Радостно, что в недавно вышедшей книге Владимира Полетаева (1951 – 1970) «Прозрачный циферблат» удалось создать объемный, интерактивный облик этой выдающейся личности. Полное ощущение, что в книге полноценно отразился образ человека. Композиция ее выстроена так, что мы сначала слушаем рассказ о поэте, осмысление его личности и творчества вместе с критиком Ольгой Балла, затем читаем его стихи, слышим его прямую речь из трехлетней переписки с девочкой из Таджикистана Аллой Каюмовой, из его дневниковых записей. С другой стороны – воспринимаем картину событий, представленную отцом Григорием Гершензоном, далее читаем переводы с грузинского, украинского и других языков. Закольцовано все снова оригинальными стихами. В книге также есть вкладки с фотографиями, рисунками, автографами стихов, что дополняет образ.
По прочтении перед нами возникает глубоко и чутко мыслящая, но при этом необыкновенно живая, веселая, а порой даже задорная и дурашливая личность. Задорная и дурашливая в самом позитивном смысле – от распиравшей Володю Полетаева энергии и жажды жизни: «Вы знаете, что я чуть-чуть романтик, / чуть-чуть нахал. Вы знаете, что я / разглядываю с равным изумленьем / созвездья Девы хрупкую звезду / и ваши осторожные колени...». Еще более это, кстати, заметно из неопубликованной переписки поэта с подругой юности и ныне хранительницей его архива Реммой Арштейн. Письма его пестрят шутками и подтруниваниями над однокурсниками, над самим адресатом, и, по сути, являют собой легкую, по-пушкински изящную эпистолярную прозу, в которой сценки из жизни разыграны как театральные репризы. Собственно, и сама Ремма в своих рассказах упоминала о том, что они частенько веселились и хохотали, и не ощущалось в этом общении ни грамма предчувствия раннего ухода.
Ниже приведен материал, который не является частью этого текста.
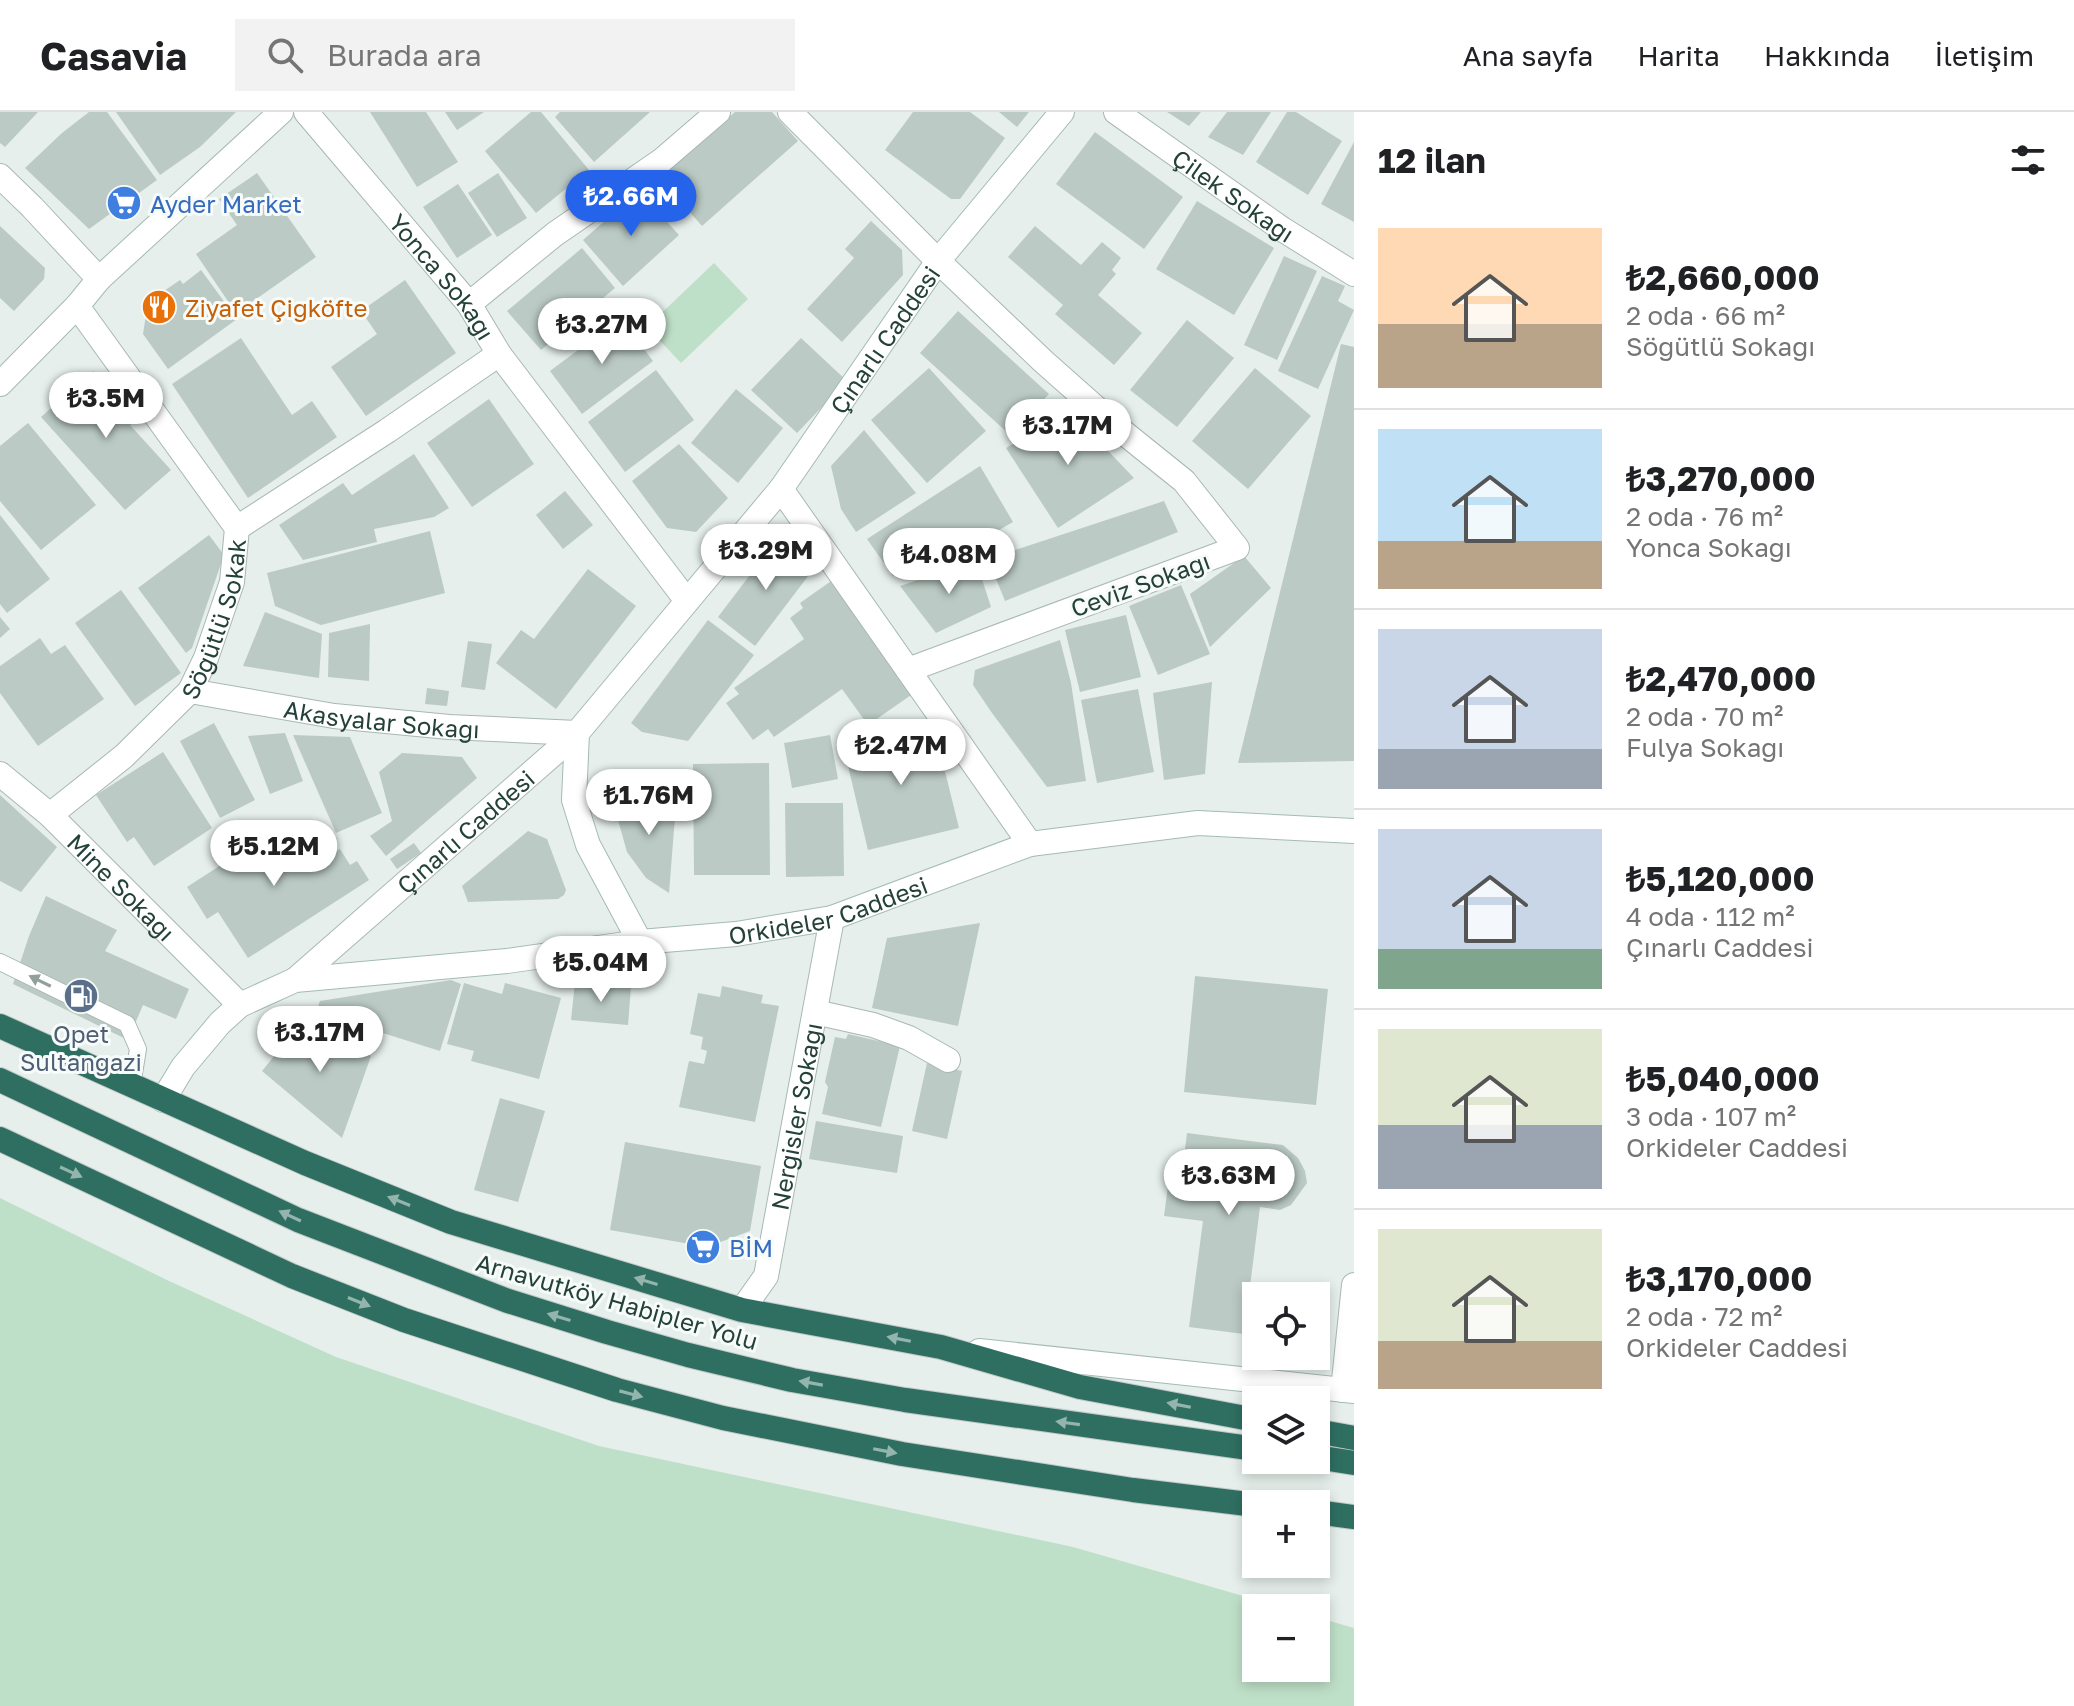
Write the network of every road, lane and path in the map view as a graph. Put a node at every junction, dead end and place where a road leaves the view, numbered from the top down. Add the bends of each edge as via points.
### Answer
1 (281, 112) edge
2 (306, 112) edge
3 (718, 112) edge
4 (790, 112) edge
5 (1062, 112) edge
6 (1116, 112) edge
7 (0, 176) edge
8 (938, 261) junction
9 (1354, 274) edge
10 (99, 279) junction
11 (469, 304) junction
12 (77, 306) junction
13 (499, 354) junction
14 (0, 384) edge
15 (781, 489) junction
16 (237, 528) junction
17 (687, 601) junction
18 (908, 670) junction
19 (190, 691) junction
20 (577, 733) junction
21 (0, 774) edge
22 (50, 815) junction
23 (1354, 831) edge
24 (1030, 844) junction
25 (832, 918) junction
26 (640, 942) junction
27 (0, 962) edge
28 (295, 980) junction
29 (240, 1005) junction
30 (815, 1012) junction
31 (0, 1026) edge
32 (948, 1060) dead end
33 (0, 1080) edge
34 (132, 1086) junction
35 (163, 1100) junction
36 (0, 1139) edge
37 (1354, 1285) edge
38 (742, 1310) junction
39 (941, 1347) junction
40 (1348, 1390) edge
41 (1242, 1417) edge
42 (1330, 1434) edge
43 (1354, 1438) edge
44 (1242, 1447) edge
45 (1330, 1459) edge
46 (1354, 1463) edge
47 (1242, 1503) edge
48 (1330, 1514) edge
49 (1354, 1517) edge

1 - 10 street
2 - 11 street, Yonca Sokağı
3 - 11 street
4 - 8 street
5 - 8 street, Çınarlı Caddesi
6 - 9 street, Çilek Sokağı
7 - 10 street
8 - 15 street, Çınarlı Caddesi
8 - 18 street, Ceviz Sokağı via 1111,422 1184,481 1237,548
10 - 12 street
11 - 13 street, Yonca Sokağı
12 - 14 street
12 - 16 street
13 - 16 street, Söğütlü Sokak
13 - 17 street, Yonca Sokağı
15 - 17 street, Çınarlı Caddesi
15 - 18 street
16 - 19 street, Söğütlü Sokak via 232,582
17 - 20 street, Çınarlı Caddesi
18 - 24 street
19 - 20 street, Akasyalar Sokağı via 334,716
19 - 22 street, Söğütlü Sokak via 124,756
20 - 26 street via 574,800 588,845
20 - 28 street, Çınarlı Caddesi
21 - 22 street, Mine Sokağı
22 - 29 street, Mine Sokağı
23 - 24 street, Orkideler Caddesi via 1198,823
24 - 25 street, Orkideler Caddesi
25 - 26 street, Orkideler Caddesi
25 - 30 street, Nergisler Sokağı
26 - 28 street, Orkideler Caddesi via 507,961
34 -> 27 lane via 138,1049 127,1024
28 - 29 street, Çınarlı Caddesi
29 - 35 street, Çınarlı Caddesi via 183,1067
30 - 32 street via 873,1025
30 - 38 street, Nergisler Sokağı via 766,1276
31 - 34 highway
44 -> 33 highway, Arnavutköy Habipler Yolu via 792,1380 607,1332 508,1301 298,1220
34 - 35 highway
38 -> 35 highway via 451,1222
36 -> 47 highway via 292,1276 404,1320 617,1390 723,1418 902,1454
37 - 40 street
39 -> 38 highway
39 - 40 street
41 -> 39 highway via 1080,1387
42 - 43 highway
45 - 46 highway
48 - 49 highway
Этим посылом хотелось бы частично поспорить с тем, что тема смерти пронизывает эстетику поэта. Тему предчувствия раннего ухода, тему «одинокого пловца», дрейфующего «вдоль медленного листопада» последовательно развивает в своей замечательной и, в общем, довольно убедительной статье в антологии «Уйти. Остаться. Жить» поэт и литературовед Марина Кудимова. Но какая-то заноза, особенно при взгляде на фотографию Володи, – ту, где он запечатлен с отцом на Валдае, – свербит, подсказывает: нет, не было этой роковой печати, этого гибельного предчувствия. Обстоятельства смерти 19-летнего парня, в 1970-м шагнувшего из окна дома на Ленинградском проспекте, не выяснены достоверно, но думается, что смерть эта – не фатальность, а следствие вспыльчивого, но последовательного характера. Или даже перфекционизма, как ни смешно говорить о перфекционизме в этом ключе. Для понимания масштаба фигуры Полетаева упомянем – спустя 13 лет после самоубийства в тбилисском издательстве «Мерани» вышла книга стихов Владимира Полетаева, изданная не кем-нибудь, а одним из мэтров современной русской поэзии Олегом Чухонцевым.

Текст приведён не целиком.